The following ideas are designed to help HR departments focus on successfully engaging with millennials:
#1 Create a specific role and path.
Going by generational stereotypes, Baby Boomers lived to work (their job was their identity) while Gen Xers worked to live (their job was a means to an end). Millennials? They’re somewhere in between, but with a twist.
Millennials can be immensely loyal, with nearly 80% thinking they’ll work for four or fewer companies in their life; but they want to know their role, tasks, and path for growth. They also want to know a company’s identity and values as they seek to create positive change in their world. Try to present all of this upfront when interviewing millennials.
#2 Offer work-life balance.
The idea of the 9-to-5 job doesn’t exist for most millennials. Instead, they crave greater flexibility to complete their tasks. For members of previous generations, this can be construed as laziness, but studies actually show strong productivity that just takes place at unorthodox hours.
Such strong productivity is made feasible with flexible hours and remote access — two benefits that are becoming increasingly popular for employee satisfaction and retention. This flexibility allows millennials to have it both ways: enjoy work-life balance while remaining committed and productive to the task at hand.
#3 Test for strong candidates.
The traditional interview process is outdated because it focuses on experience and presentation rather than potential and ability, particularly when that presentation can impact a hiring manager’s unconscious bias. Technology has afforded HR departments new tools to assess a candidate’s cognitive abilities, allowing hiring of millennials based on their skills and potential rather than a resume.
These types of tests come in many forms, from standardized pre-interview screeners to new cutting-edge smartphone apps. Apps can now enable candidates to test their skills and get exposure to different types of jobs.
With assessment tools like these, it’s possible to seek strong cognitive abilities and unique non-work experiences—unearthing high-value candidates even if they’ve just graduated from college. For sheerly practical reasons, millennials don’t have the luxury of long resumes, but now they can be judged on their long-term potential rather than depth of their resume.
#4 Consider unique benefits.
Just a decade ago, the idea of unique benefits from a corporation typically included items like subsidized gym memberships or free food. Today, millennials want more. That doesn’t mean that they’re demanding more benefits in negotiations, but instead are more likely to prefer working at places that offer a unique range of benefits.
Things like monthly Lyft/Uber credits, on-site child care, paternity leave, volunteer opportunities, and dog-friendly work days carry a lot of weight when it comes to recruiting and retaining millennials. Remember, for millennials, the office is not just about work; they seek purpose, development, balance, and satisfaction. Offering more than just a paycheck goes a long way to fulfilling that.

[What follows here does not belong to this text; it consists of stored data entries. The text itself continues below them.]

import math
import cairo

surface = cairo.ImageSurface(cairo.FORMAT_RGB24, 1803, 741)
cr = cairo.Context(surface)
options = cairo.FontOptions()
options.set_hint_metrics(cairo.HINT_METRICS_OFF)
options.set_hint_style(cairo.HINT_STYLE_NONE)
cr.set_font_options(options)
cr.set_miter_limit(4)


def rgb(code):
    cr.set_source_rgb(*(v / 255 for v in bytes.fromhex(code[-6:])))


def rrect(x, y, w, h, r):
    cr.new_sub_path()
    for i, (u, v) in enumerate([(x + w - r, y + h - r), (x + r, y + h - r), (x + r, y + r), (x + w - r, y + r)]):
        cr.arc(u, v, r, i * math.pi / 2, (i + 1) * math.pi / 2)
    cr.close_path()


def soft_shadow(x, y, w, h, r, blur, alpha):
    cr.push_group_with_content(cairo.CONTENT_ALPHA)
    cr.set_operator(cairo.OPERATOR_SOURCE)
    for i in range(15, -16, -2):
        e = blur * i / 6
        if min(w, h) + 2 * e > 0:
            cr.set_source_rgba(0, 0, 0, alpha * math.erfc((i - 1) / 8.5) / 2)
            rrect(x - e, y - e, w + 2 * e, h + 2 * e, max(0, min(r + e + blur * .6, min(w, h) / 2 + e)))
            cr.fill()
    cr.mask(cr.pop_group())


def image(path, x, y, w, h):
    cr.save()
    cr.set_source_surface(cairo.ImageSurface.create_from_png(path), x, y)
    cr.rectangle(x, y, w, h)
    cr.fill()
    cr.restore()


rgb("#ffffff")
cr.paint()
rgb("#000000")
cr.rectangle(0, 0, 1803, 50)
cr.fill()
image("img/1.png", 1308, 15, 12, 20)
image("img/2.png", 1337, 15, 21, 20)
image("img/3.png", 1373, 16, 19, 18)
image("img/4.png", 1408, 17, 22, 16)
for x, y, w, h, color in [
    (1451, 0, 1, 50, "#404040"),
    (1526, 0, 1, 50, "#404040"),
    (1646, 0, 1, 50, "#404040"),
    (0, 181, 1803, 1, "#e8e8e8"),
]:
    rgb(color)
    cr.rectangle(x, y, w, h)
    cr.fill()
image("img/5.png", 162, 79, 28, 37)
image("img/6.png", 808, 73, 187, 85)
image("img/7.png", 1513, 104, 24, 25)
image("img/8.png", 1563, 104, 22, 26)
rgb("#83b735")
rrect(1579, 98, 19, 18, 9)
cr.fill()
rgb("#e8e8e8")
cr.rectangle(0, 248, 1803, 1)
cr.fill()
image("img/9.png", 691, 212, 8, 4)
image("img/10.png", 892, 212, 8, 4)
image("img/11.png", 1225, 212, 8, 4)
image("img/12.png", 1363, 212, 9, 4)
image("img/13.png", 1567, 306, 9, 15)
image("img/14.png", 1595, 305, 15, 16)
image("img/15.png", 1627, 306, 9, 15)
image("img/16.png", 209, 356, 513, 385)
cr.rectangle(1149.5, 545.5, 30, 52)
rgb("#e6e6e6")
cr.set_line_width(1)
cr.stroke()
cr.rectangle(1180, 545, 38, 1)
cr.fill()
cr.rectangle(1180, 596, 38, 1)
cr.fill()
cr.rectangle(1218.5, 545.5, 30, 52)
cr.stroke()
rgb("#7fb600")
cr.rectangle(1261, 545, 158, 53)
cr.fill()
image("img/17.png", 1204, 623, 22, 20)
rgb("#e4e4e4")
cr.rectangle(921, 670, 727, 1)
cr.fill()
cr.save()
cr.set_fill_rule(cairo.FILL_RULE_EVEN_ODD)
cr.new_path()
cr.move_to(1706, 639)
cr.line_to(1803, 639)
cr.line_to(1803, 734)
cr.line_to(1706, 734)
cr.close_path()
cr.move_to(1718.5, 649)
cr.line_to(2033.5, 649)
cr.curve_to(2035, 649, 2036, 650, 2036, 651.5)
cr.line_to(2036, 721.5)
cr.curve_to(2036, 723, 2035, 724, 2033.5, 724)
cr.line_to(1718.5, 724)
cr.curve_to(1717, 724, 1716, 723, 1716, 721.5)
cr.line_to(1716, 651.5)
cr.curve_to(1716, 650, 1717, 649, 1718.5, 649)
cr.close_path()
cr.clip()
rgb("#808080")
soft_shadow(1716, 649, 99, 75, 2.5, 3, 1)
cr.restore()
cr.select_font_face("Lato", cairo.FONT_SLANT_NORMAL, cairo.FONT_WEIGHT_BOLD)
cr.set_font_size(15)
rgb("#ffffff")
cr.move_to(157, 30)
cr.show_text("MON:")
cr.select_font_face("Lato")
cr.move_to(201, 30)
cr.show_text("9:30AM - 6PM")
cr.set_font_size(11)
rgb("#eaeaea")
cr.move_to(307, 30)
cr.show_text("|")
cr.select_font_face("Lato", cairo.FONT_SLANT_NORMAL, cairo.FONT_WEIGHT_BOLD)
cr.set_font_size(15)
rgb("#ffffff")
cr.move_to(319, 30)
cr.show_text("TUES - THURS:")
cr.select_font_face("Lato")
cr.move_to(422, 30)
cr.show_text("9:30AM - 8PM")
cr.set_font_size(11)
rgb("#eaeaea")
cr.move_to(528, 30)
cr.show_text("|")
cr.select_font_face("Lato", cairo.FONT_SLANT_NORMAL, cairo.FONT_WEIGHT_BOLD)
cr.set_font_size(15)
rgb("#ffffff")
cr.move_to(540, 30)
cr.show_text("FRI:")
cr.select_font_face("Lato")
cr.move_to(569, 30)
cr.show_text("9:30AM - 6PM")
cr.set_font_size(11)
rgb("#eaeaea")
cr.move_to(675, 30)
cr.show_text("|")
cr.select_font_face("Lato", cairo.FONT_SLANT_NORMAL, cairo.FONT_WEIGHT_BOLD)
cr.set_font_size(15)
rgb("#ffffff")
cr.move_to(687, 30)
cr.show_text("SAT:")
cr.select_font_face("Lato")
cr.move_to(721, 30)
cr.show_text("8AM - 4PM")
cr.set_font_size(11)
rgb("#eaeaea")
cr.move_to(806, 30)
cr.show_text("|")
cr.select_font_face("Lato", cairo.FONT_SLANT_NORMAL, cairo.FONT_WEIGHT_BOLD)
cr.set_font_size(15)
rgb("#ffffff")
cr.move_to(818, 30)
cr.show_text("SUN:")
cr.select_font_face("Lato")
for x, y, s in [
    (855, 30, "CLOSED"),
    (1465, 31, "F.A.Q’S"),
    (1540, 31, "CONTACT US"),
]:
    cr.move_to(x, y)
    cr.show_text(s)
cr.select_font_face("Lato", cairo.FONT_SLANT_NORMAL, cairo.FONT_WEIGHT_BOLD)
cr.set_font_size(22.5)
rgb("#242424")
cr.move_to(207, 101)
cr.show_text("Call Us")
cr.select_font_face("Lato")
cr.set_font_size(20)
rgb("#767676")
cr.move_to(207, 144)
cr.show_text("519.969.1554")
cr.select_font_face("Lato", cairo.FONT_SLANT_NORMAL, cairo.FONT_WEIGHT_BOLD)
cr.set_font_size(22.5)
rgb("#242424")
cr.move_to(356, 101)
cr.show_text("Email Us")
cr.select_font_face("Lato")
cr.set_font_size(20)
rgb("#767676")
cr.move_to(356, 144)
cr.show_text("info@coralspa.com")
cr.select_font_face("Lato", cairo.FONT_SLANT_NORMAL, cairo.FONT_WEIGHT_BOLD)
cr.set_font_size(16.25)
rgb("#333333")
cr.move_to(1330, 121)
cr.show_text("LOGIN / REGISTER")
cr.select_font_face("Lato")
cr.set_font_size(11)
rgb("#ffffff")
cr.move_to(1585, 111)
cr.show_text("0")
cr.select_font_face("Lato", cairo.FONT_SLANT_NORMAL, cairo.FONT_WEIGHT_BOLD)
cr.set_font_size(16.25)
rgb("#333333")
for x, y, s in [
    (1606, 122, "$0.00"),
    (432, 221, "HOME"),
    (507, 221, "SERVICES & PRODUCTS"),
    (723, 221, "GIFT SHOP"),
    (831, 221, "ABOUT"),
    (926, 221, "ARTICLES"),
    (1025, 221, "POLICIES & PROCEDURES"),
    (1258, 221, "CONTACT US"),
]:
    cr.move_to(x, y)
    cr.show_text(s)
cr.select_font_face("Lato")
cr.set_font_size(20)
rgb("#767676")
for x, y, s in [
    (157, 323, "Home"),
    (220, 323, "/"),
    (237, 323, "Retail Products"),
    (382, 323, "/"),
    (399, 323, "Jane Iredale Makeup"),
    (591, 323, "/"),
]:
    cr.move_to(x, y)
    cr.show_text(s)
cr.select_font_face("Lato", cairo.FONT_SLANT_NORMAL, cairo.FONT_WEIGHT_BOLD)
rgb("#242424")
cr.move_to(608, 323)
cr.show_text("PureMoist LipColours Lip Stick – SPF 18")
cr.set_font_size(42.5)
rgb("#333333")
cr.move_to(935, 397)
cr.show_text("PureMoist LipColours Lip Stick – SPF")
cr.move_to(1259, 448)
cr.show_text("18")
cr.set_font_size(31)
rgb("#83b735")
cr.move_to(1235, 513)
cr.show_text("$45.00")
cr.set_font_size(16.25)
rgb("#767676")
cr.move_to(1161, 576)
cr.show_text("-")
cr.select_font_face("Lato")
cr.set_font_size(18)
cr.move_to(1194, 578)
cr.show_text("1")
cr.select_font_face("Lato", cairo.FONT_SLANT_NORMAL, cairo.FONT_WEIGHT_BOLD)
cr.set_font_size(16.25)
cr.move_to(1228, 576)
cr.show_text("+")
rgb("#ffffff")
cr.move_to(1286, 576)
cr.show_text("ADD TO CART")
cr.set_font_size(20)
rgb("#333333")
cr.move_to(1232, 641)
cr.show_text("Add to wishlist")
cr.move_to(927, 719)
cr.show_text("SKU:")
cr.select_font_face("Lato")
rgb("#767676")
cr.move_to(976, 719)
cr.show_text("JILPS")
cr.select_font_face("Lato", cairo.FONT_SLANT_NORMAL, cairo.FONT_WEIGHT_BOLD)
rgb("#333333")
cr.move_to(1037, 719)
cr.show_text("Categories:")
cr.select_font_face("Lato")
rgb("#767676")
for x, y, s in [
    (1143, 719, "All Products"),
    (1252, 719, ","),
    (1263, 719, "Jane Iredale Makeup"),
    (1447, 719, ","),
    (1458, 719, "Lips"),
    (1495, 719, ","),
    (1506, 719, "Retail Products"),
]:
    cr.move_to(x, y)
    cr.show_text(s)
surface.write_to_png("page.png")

As the years pass, the number of millennials in the workforce will only increase. For those born in 1997, college graduation is just around the corner—and that doesn’t even factor millennials who are taking advantage of new methods of education, from online certifications to coding bootcamps. All of this means that millennials will surge into the workforce even moreso over the next 5 years; it’s up to HR departments and hiring managers to understand how best to engage this talent.

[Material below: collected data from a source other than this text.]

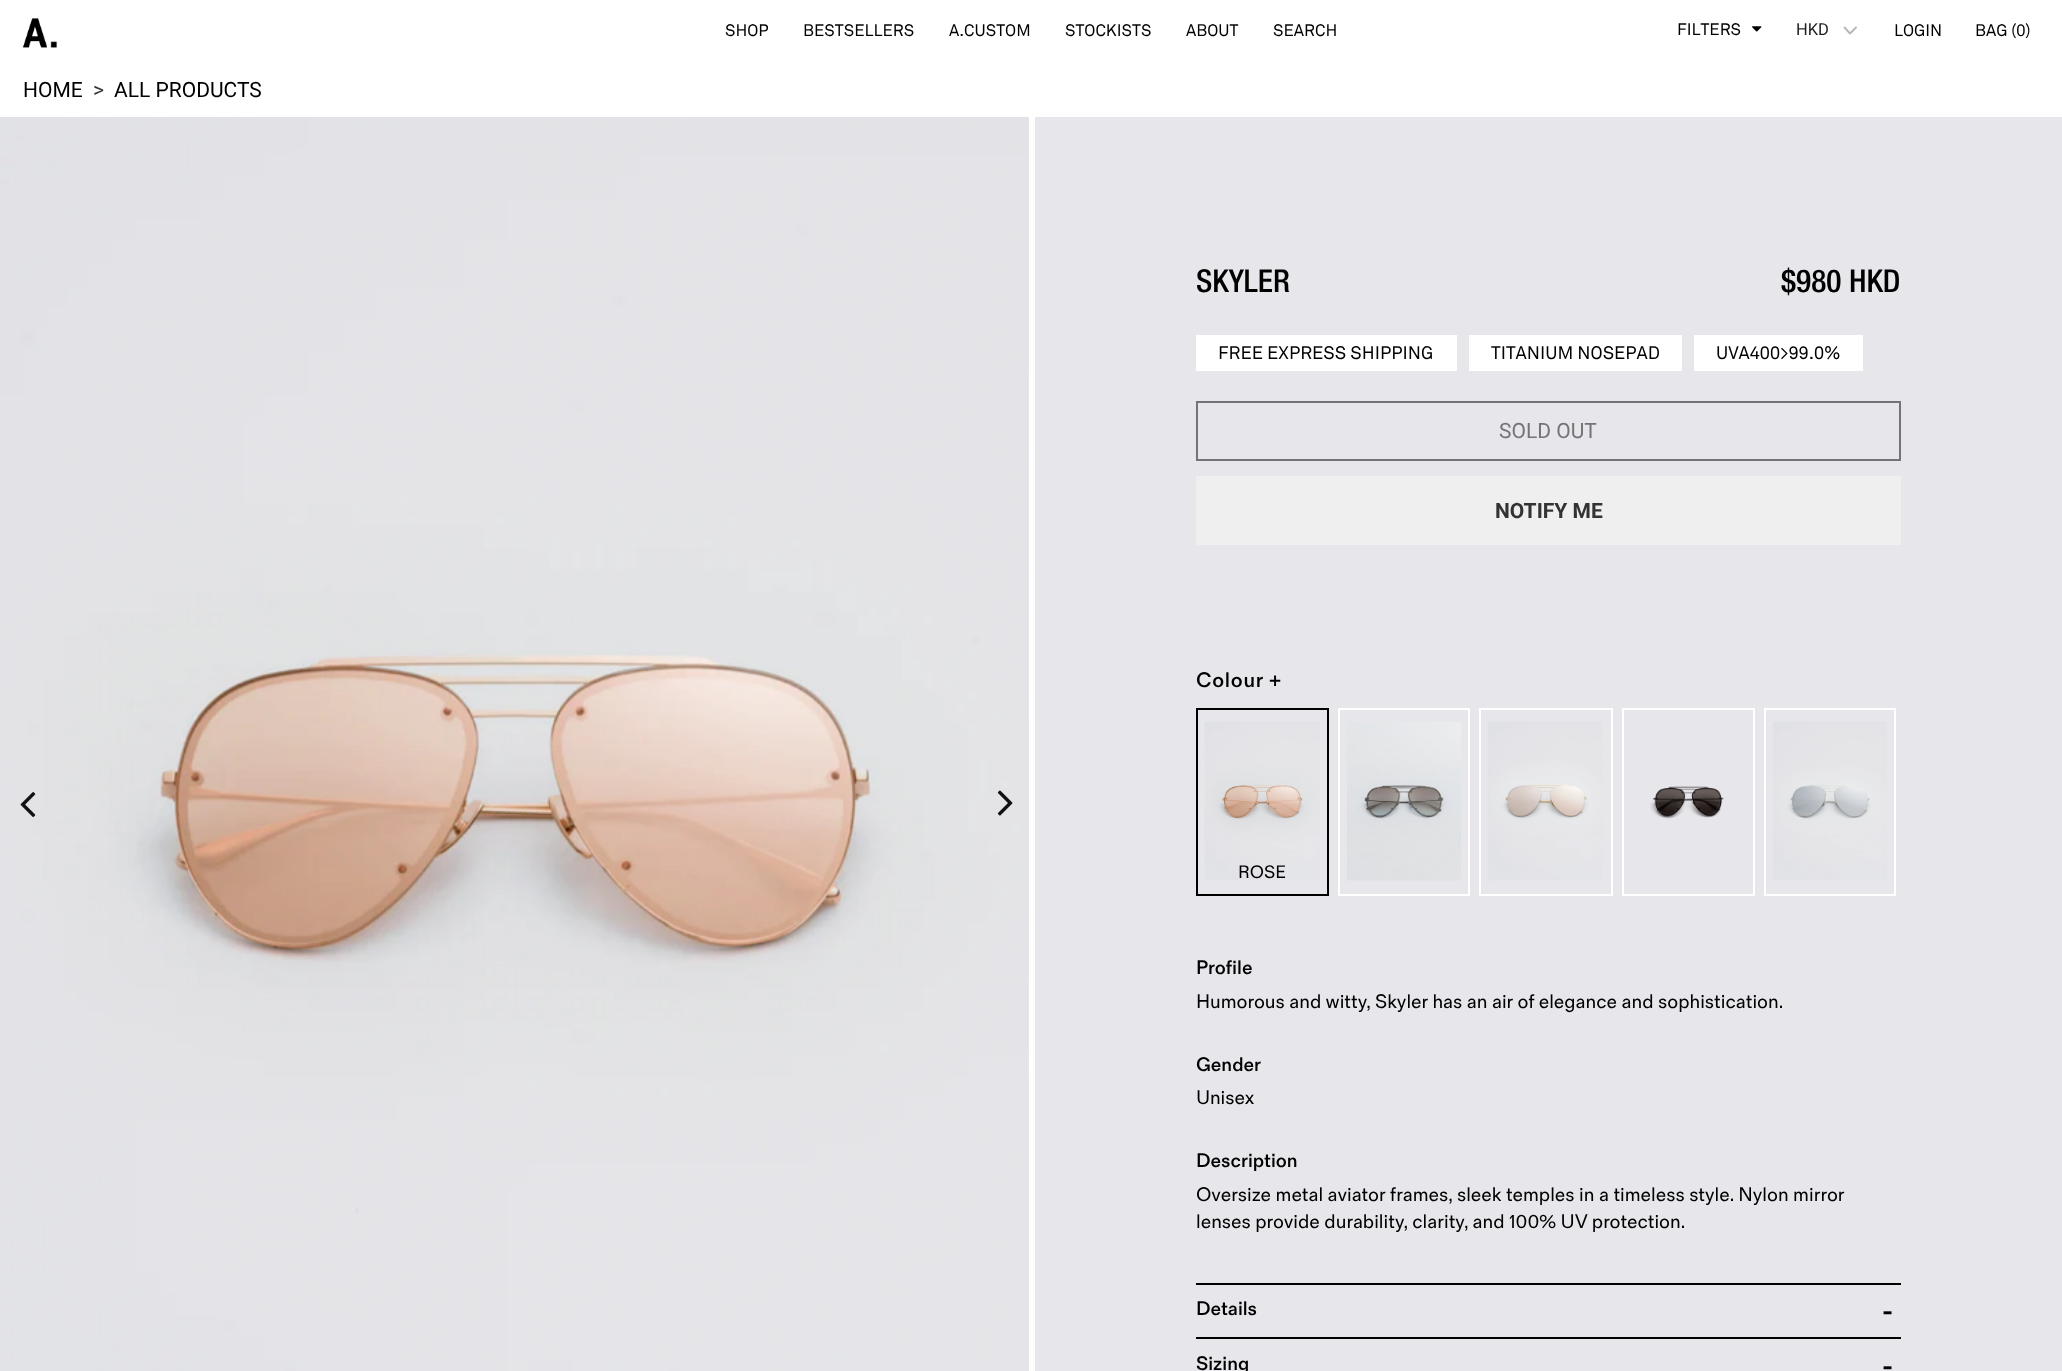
(async () => {
    const canvas = document.querySelector("canvas");
    canvas.width = 2062;
    canvas.height = 1371;
    const context = canvas.getContext("2d");
    context.miterLimit = 4;
    context.fontKerning = "normal";
    function write(s, x, y, font, color) {
        context.font = font;
        context.fillStyle = color;
        context.fillText(s, x, y);
    }
    function block(x, y, w, h, color) {
        context.fillStyle = color;
        context.fillRect(x, y, w, h);
    }
    async function photo(src, x, y, w, h) {
        const img = new Image();
        img.src = src;
        await img.decode();
        context.drawImage(img, x, y, w, h);
    }

    block(0, 0, 2062, 1371, "rgb(255, 255, 255)");
    await photo("media/1.png", 22, 18, 35, 30);
    write("SHOP", 725, 36, "16.5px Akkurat", "rgb(0, 0, 0)");
    write("BESTSELLERS", 803, 36, "16.5px Akkurat", "rgb(0, 0, 0)");
    write("A.CUSTOM", 949, 36, "16.5px Akkurat", "rgb(0, 0, 0)");
    write("STOCKISTS", 1065, 36, "16.5px Akkurat", "rgb(0, 0, 0)");
    write("ABOUT", 1186, 36, "16.5px Akkurat", "rgb(0, 0, 0)");
    write("SEARCH", 1273, 36, "16.5px Akkurat", "rgb(0, 0, 0)");
    write("FILTERS", 1677, 35, "16.5px Akkurat", "rgb(0, 0, 0)");
    await photo("media/2.png", 1752, 26, 10, 6);
    write("LOGIN", 1894, 36, "16.5px Akkurat", "rgb(0, 0, 0)");
    write("BAG (0)", 1975, 36, "16.5px Akkurat", "rgb(0, 0, 0)");
    write("HOME", 23, 97, "21px Roboto", "rgb(0, 0, 0)");
    write(">", 93, 97, "21px Roboto", "rgb(51, 51, 51)");
    write("ALL PRODUCTS", 114, 97, "21px Roboto", "rgb(0, 0, 0)");
    block(0, 117, 2062, 1254, "rgb(231, 230, 235)");
    block(1029, 117, 6, 1254, "rgb(255, 255, 255)");
    await photo("media/3.png", 0, 117, 1029, 1254);
    await photo("media/4.png", 20, 792, 16, 25);
    await photo("media/5.png", 997, 790, 16, 26);
    write("SKYLER", 1196, 292, "500 31.5px Helvetica Neue", "rgb(0, 0, 0)");
    write("$980 HKD", 1781, 292, "500 31.5px Helvetica Neue", "rgb(0, 0, 0)");
    block(1196, 335, 261, 36, "rgb(255, 255, 255)");
    write("FREE EXPRESS SHIPPING", 1218, 359, "18px Akkurat", "rgb(0, 0, 0)");
    block(1469, 335, 213, 36, "rgb(255, 255, 255)");
    write("TITANIUM NOSEPAD", 1491, 359, "18px Akkurat", "rgb(0, 0, 0)");
    block(1694, 335, 169, 36, "rgb(255, 255, 255)");
    write("UVA400>99.0%", 1716, 359, "18px Akkurat", "rgb(0, 0, 0)");
    context.strokeStyle = "rgb(116, 115, 118)";
    context.lineWidth = 2;
    context.strokeRect(1197, 402, 703, 58);
    write("SOLD OUT", 1499, 438, "21px Roboto", "rgb(116, 115, 118)");
    block(1196, 476, 705, 69, "rgb(239, 239, 239)");
    write("NOTIFY ME", 1495, 518, "bold 21px Roboto", "rgb(51, 51, 51)");
    context.letterSpacing = "0.75px";
    write("Colour +", 1196, 687, "500 21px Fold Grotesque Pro", "rgb(0, 0, 0)");
    context.strokeStyle = "rgb(0, 0, 0)";
    context.strokeRect(1197, 709, 131, 186);
    await photo("media/6.png", 1204, 721, 116, 159);
    context.letterSpacing = "0px";
    write("ROSE", 1238, 878, "18px Fold Grotesque Pro", "rgb(0, 0, 0)");
    context.strokeStyle = "rgb(255, 255, 255)";
    context.strokeRect(1339, 709, 130, 186);
    await photo("media/7.png", 1347, 722, 114, 159);
    context.strokeRect(1480, 709, 132, 186);
    await photo("media/8.png", 1488, 721, 115, 160);
    context.strokeRect(1623, 709, 131, 186);
    await photo("media/9.png", 1650, 786, 74, 33);
    context.strokeRect(1765, 709, 130, 186);
    await photo("media/10.png", 1773, 721, 114, 159);
    write("Profile", 1196, 974, "500 19.5px Fold Grotesque Pro", "rgb(0, 0, 0)");
    write("Humorous and witty, Skyler has an air of elegance and sophistication.", 1196, 1008, "19.5px Fold Grotesque Pro", "rgb(0, 0, 0)");
    write("Gender", 1196, 1071, "500 19.5px Fold Grotesque Pro", "rgb(0, 0, 0)");
    write("Unisex", 1196, 1104, "19.5px Fold Grotesque Pro", "rgb(0, 0, 0)");
    write("Description", 1196, 1167, "500 19.5px Fold Grotesque Pro", "rgb(0, 0, 0)");
    write("Oversize metal aviator frames, sleek temples in a timeless style. Nylon mirror", 1196, 1201, "19.5px Fold Grotesque Pro", "rgb(0, 0, 0)");
    write("lenses provide durability, clarity, and 100% UV protection.", 1196, 1228, "19.5px Fold Grotesque Pro", "rgb(0, 0, 0)");
    block(1196, 1283, 705, 2, "rgb(0, 0, 0)");
    write("Details", 1196, 1315, "500 19.5px Fold Grotesque Pro", "rgb(0, 0, 0)");
    write("-", 1882, 1321, "500 30px Fold Grotesque Pro", "rgb(0, 0, 0)");
    block(1196, 1337, 705, 2, "rgb(0, 0, 0)");
    write("Sizing", 1196, 1370, "500 19.5px Fold Grotesque Pro", "rgb(0, 0, 0)");
    write("-", 1882, 1376, "500 30px Fold Grotesque Pro", "rgb(0, 0, 0)");
    write("HKD", 1796, 35, "16.5px Roboto", "rgb(30, 30, 30)");
    context.beginPath();
    context.moveTo(1844.5, 27.5);
    context.lineTo(1850, 33.5);
    context.lineTo(1856, 27.5);
    context.strokeStyle = "rgb(183, 183, 183)";
    context.lineWidth = 1.9;
    context.lineCap = "round";
    context.lineJoin = "round";
    context.stroke();
})();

There’s a stereotype of millennials as flighty with short attention spans, but given the right situation, this generation of workers can be just as loyal as previous ones—with a unique sense of purpose and a technology skillset previously unseen. To properly capture and retain that talent, it all starts with understanding what they want. So while it may signify a major shift in traditional thinking, building elements that appeal to millennials is an investment in the future of your company.